Search the entries for lines that contain the word "nodes", and report each one found.

Saved data entries:
BEGIN

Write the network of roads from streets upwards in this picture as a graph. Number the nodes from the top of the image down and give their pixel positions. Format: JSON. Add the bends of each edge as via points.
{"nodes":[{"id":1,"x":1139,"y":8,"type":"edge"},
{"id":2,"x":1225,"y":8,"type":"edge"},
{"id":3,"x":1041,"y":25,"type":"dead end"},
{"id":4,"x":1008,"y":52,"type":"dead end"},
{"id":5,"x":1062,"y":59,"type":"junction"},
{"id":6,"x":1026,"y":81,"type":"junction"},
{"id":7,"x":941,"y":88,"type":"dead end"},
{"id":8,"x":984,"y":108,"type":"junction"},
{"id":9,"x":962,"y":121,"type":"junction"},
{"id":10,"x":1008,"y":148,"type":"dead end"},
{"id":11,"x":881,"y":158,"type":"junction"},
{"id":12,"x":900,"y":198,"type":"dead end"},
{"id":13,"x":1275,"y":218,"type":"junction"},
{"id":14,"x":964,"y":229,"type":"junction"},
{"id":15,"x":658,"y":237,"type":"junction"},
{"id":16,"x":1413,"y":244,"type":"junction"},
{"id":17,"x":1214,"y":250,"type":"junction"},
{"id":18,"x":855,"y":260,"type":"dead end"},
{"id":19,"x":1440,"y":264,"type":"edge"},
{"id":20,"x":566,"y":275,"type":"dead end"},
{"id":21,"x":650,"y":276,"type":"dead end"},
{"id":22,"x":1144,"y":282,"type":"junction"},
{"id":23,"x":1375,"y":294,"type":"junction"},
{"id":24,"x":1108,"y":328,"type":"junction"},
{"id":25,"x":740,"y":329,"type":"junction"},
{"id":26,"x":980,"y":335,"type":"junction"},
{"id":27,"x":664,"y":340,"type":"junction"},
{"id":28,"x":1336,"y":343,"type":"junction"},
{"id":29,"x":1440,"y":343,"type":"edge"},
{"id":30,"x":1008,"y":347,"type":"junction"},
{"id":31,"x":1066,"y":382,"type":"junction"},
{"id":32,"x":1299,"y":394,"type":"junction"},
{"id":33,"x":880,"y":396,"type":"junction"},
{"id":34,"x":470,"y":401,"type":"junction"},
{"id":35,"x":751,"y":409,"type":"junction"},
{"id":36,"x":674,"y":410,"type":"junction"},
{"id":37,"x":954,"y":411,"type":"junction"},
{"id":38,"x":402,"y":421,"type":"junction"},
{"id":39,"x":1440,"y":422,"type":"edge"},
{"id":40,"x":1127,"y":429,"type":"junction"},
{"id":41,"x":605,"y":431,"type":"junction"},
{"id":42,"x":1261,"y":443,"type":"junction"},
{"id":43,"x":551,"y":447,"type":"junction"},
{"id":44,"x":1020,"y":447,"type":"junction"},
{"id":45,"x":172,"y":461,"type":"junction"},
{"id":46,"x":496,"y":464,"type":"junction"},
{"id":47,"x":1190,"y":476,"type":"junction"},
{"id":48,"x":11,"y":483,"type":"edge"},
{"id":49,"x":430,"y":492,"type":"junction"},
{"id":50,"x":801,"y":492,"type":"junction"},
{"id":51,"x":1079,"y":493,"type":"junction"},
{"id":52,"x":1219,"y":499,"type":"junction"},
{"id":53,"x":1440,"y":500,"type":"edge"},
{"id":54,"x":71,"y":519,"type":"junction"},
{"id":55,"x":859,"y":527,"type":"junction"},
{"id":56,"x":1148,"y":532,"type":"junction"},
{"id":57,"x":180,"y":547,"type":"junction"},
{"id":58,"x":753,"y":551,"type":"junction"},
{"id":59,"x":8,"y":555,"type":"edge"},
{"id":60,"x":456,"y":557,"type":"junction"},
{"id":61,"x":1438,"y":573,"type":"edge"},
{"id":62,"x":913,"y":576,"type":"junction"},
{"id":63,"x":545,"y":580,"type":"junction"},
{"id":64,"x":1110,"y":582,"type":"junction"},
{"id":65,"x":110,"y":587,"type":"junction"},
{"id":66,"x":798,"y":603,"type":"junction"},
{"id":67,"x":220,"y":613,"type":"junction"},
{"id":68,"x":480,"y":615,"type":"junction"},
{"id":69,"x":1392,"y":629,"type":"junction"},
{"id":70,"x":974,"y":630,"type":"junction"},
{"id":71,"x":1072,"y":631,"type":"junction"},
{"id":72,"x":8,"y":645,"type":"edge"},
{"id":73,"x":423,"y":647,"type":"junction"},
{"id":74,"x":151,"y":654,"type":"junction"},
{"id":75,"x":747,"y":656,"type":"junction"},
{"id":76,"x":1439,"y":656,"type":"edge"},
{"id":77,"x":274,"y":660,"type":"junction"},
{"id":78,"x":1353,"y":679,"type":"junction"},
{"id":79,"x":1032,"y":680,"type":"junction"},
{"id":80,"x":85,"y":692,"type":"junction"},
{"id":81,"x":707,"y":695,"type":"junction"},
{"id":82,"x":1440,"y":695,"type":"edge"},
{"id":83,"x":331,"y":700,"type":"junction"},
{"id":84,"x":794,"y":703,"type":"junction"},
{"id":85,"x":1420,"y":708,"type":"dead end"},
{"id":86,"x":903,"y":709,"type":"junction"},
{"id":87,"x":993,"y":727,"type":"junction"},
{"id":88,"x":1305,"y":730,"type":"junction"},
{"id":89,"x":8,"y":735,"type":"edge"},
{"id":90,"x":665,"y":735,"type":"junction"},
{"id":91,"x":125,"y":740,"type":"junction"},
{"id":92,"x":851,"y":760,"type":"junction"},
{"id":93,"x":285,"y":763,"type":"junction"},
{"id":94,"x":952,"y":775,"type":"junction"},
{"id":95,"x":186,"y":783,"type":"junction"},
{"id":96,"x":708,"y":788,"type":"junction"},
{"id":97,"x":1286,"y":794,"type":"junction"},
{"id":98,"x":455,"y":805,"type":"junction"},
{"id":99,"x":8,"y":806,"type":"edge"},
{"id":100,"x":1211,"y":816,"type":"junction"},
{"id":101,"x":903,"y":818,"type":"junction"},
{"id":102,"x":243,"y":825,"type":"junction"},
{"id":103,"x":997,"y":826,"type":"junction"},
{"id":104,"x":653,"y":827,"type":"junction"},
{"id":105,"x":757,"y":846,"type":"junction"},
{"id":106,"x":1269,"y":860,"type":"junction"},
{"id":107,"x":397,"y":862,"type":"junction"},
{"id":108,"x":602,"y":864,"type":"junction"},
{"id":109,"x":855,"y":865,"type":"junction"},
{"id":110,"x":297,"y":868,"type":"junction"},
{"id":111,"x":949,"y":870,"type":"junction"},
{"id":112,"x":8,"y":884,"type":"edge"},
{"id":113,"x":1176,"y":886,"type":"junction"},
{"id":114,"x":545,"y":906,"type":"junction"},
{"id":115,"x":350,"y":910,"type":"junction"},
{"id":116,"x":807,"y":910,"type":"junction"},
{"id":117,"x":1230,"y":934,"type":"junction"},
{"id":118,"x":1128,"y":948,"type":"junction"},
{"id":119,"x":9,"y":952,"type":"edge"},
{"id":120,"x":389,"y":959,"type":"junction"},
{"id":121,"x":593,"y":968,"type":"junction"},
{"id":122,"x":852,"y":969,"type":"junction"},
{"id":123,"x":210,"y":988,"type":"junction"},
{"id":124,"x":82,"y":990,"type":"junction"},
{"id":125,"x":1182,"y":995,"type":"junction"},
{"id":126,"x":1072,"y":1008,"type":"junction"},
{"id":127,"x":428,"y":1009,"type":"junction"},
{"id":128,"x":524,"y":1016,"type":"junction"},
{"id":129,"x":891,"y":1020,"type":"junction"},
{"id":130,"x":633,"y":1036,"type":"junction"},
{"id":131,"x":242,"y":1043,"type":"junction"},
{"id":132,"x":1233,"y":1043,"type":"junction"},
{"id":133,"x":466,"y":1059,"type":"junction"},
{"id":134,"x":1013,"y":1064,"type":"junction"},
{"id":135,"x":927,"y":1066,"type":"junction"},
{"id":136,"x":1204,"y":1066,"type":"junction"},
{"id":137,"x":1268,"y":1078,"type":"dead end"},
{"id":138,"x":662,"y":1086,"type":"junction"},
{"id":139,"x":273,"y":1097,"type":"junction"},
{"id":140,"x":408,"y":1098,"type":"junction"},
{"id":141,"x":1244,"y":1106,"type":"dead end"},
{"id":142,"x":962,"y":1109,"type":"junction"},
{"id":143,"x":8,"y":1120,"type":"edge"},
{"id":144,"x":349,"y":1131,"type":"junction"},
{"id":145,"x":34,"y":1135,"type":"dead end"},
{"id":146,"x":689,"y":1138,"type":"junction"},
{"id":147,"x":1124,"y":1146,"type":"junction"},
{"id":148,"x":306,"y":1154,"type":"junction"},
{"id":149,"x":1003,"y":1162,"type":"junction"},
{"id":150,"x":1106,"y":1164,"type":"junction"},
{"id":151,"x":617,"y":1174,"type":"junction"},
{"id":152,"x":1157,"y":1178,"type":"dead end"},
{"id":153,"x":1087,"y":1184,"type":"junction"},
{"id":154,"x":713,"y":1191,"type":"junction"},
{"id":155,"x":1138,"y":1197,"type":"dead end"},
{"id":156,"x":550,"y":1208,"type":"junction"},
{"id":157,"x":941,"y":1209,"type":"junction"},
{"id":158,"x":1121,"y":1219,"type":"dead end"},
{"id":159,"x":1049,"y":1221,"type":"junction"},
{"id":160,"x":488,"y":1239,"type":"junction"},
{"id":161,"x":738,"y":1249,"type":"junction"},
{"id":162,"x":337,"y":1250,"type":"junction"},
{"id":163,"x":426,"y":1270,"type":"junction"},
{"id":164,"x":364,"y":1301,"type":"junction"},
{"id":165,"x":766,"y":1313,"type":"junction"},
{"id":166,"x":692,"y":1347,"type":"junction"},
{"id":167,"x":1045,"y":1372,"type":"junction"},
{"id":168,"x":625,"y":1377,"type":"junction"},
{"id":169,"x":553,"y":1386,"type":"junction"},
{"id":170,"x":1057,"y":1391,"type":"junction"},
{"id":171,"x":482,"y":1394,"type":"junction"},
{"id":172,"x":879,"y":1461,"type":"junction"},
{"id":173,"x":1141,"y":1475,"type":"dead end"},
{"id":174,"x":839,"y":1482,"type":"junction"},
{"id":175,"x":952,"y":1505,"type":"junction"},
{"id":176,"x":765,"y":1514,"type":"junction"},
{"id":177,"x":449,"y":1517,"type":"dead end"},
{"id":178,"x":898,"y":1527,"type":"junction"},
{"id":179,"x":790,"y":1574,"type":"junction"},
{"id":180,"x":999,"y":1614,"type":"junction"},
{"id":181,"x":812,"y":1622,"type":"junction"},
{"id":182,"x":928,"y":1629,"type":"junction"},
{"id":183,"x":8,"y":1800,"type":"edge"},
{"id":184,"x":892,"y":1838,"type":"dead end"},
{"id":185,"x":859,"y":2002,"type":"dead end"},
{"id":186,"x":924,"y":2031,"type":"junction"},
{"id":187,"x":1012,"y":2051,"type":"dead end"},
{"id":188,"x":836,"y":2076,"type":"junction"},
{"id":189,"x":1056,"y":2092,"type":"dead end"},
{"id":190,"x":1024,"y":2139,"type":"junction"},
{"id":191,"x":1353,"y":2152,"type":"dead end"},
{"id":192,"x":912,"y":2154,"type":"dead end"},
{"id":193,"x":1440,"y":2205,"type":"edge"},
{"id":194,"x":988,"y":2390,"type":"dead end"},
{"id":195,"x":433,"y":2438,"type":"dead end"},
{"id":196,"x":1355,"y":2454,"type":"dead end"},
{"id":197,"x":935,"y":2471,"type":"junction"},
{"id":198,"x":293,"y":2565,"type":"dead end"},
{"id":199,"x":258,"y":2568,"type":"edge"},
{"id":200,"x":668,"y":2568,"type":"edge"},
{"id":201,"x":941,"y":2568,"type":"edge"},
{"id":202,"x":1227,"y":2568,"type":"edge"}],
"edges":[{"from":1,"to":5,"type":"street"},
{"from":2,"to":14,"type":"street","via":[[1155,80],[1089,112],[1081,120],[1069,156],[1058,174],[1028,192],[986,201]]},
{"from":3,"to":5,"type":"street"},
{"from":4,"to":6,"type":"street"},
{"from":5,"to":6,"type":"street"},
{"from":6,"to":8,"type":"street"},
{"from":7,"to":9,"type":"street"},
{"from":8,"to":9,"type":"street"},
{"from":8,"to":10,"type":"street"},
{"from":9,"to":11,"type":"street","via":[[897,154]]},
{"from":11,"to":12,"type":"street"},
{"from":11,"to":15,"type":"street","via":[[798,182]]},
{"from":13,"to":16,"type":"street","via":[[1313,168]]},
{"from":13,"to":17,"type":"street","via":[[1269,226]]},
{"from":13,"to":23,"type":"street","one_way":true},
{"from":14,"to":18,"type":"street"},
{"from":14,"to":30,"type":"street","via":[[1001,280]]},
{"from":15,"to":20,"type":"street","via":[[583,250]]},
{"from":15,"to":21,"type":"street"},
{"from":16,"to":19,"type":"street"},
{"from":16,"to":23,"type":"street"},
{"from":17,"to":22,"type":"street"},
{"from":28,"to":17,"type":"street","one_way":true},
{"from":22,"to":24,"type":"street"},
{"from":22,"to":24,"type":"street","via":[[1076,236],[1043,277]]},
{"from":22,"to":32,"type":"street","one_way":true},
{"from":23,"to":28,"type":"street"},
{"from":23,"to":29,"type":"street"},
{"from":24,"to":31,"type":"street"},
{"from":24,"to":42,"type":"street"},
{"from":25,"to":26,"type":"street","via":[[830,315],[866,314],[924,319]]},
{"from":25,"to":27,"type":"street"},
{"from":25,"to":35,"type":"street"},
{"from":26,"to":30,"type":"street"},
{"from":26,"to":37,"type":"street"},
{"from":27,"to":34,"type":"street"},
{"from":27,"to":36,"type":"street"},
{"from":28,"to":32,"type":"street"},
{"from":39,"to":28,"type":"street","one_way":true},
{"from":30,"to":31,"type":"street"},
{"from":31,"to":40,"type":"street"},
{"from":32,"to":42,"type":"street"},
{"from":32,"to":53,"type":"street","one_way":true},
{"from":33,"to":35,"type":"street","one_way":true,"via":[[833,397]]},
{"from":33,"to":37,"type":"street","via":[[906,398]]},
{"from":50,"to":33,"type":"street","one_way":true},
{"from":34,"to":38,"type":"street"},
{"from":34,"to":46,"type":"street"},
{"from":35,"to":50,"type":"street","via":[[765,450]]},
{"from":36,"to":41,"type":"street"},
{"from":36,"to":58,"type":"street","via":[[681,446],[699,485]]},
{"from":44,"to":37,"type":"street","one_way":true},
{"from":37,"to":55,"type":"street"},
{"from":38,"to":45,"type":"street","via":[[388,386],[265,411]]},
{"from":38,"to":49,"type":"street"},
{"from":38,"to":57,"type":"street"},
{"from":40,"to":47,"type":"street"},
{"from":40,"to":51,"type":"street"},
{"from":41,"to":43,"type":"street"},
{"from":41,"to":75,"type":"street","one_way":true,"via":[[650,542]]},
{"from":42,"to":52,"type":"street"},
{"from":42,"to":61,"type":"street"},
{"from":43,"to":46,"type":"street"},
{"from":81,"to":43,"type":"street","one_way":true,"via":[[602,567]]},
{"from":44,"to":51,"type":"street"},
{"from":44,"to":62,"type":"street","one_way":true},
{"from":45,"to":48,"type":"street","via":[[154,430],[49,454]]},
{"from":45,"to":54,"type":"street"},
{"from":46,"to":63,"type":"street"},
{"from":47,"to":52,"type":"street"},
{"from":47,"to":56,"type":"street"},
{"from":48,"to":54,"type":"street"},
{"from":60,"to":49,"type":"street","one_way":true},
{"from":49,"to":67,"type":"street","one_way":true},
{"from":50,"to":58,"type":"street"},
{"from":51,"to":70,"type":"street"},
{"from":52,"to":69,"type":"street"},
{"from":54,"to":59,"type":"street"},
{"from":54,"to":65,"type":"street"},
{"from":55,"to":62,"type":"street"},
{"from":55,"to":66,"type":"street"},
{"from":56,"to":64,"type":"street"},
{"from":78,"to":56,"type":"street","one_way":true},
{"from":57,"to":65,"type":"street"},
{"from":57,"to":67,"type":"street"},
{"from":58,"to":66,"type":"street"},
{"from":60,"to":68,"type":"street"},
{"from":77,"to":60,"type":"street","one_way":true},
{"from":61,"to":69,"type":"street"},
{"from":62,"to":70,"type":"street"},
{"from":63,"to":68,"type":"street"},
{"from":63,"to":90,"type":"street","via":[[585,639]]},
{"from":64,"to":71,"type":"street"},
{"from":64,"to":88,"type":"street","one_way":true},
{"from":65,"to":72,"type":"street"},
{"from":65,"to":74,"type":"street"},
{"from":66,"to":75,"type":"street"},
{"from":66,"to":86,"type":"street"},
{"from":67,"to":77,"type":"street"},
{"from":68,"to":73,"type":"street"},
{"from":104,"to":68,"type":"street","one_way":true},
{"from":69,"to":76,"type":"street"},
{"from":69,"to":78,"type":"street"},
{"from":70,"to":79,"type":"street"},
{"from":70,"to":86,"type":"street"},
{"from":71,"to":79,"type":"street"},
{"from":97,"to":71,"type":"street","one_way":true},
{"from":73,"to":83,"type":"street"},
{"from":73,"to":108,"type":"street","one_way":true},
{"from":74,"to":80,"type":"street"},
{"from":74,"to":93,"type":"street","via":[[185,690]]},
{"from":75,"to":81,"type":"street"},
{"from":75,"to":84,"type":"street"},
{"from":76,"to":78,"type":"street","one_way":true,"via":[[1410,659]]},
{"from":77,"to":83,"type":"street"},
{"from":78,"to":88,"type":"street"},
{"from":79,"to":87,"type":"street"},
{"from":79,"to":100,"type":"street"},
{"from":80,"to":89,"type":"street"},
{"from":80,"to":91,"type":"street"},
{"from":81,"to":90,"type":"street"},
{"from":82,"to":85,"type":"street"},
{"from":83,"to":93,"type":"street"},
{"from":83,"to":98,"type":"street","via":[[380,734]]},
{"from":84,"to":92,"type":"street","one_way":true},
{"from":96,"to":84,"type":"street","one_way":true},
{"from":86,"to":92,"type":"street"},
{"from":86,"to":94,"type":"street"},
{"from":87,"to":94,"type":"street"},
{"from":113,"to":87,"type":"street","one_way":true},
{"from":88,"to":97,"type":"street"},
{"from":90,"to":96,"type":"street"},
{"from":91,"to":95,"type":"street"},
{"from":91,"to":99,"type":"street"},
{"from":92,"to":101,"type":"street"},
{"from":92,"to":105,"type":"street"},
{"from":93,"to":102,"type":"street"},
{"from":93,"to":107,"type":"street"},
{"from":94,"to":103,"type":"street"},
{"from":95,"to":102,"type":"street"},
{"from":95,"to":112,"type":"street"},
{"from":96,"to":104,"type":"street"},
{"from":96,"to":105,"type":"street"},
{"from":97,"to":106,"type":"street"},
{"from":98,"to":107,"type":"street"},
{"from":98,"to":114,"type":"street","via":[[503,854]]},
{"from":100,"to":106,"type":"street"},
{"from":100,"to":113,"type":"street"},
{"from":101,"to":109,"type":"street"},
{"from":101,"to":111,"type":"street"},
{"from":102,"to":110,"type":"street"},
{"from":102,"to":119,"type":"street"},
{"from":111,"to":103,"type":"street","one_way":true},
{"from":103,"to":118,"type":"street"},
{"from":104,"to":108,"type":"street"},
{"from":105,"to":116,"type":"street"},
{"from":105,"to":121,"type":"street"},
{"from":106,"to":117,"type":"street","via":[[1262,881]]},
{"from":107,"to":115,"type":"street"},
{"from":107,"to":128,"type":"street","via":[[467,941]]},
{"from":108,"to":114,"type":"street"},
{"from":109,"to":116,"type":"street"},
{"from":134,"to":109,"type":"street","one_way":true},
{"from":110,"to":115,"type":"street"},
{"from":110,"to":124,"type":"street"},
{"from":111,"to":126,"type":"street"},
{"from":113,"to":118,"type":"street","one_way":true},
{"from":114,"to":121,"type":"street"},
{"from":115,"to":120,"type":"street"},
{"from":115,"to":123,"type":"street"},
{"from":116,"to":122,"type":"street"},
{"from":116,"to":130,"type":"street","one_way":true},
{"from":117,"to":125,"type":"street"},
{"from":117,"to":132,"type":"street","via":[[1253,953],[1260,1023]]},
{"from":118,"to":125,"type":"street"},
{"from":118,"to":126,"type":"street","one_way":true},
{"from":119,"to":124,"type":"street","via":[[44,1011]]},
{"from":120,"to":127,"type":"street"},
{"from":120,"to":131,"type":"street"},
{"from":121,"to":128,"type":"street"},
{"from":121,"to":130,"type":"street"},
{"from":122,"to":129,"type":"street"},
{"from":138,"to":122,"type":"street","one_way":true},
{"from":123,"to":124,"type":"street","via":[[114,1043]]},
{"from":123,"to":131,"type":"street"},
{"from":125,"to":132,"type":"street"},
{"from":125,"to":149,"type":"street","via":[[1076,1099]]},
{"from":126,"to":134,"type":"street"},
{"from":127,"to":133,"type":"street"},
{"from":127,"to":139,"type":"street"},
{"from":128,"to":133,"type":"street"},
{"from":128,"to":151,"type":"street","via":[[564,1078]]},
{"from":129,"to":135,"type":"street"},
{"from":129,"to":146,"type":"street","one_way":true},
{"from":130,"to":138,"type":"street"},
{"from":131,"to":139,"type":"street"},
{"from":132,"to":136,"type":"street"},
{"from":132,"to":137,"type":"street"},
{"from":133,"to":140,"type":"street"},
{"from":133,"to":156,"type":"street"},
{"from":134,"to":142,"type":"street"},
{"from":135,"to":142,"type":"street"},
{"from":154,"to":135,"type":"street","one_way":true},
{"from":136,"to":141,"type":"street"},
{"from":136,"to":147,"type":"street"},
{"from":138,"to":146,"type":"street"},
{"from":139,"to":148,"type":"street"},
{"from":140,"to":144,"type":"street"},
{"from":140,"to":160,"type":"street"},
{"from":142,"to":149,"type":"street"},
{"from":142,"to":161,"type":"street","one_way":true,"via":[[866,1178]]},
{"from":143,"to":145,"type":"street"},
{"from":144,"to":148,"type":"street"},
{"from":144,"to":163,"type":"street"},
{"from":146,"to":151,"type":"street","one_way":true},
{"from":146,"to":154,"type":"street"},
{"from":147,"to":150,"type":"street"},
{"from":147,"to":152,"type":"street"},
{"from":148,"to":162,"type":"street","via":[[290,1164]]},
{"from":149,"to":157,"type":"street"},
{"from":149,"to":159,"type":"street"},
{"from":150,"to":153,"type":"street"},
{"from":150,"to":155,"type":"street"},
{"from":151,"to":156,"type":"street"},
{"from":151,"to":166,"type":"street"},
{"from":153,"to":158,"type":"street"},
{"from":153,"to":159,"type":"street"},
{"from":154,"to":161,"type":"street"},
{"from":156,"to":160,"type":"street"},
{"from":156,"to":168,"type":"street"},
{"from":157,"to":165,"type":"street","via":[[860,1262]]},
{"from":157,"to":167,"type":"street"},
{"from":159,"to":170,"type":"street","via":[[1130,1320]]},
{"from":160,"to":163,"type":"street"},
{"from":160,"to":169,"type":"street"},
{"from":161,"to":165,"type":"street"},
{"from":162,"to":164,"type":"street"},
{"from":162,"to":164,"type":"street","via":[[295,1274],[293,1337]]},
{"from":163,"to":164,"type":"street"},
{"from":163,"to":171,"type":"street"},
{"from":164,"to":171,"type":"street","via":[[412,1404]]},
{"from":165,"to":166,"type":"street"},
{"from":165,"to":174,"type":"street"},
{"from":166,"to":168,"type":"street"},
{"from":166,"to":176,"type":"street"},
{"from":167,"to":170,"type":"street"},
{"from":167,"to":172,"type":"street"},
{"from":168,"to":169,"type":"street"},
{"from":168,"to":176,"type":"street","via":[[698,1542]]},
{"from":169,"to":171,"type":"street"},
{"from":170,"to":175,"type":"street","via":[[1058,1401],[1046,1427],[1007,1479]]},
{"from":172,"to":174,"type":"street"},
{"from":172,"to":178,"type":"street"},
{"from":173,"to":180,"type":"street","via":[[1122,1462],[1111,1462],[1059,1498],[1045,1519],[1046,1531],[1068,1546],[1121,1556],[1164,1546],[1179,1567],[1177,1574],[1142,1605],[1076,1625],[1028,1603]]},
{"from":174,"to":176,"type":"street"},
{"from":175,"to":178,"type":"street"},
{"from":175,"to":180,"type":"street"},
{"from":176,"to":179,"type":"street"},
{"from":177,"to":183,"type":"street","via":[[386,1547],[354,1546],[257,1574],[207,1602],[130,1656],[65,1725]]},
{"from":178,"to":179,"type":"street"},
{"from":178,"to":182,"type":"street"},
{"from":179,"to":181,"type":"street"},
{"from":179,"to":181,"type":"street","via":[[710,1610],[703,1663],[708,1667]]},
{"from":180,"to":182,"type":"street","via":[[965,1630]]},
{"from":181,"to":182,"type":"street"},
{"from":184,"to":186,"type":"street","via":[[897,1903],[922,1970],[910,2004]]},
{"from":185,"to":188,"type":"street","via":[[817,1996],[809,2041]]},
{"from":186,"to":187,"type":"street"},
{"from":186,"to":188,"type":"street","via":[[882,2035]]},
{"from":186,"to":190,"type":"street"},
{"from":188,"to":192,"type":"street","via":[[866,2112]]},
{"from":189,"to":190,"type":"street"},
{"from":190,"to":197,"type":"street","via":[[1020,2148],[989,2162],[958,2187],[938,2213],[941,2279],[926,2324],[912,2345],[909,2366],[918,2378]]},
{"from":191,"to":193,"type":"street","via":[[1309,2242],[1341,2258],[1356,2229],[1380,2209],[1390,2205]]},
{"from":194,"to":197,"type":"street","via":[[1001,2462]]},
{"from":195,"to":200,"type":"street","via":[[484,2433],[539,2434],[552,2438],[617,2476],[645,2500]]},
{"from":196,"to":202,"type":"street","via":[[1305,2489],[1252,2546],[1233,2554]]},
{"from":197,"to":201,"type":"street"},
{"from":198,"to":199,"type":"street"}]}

END

_RESPONSE_
Write the network of roads from streets upwards in this picture as a graph. Number the nodes from the top of the image down and give their pixel positions. Format: JSON. Add the bends of each edge as via points.
{"nodes":[{"id":1,"x":1139,"y":8,"type":"edge"},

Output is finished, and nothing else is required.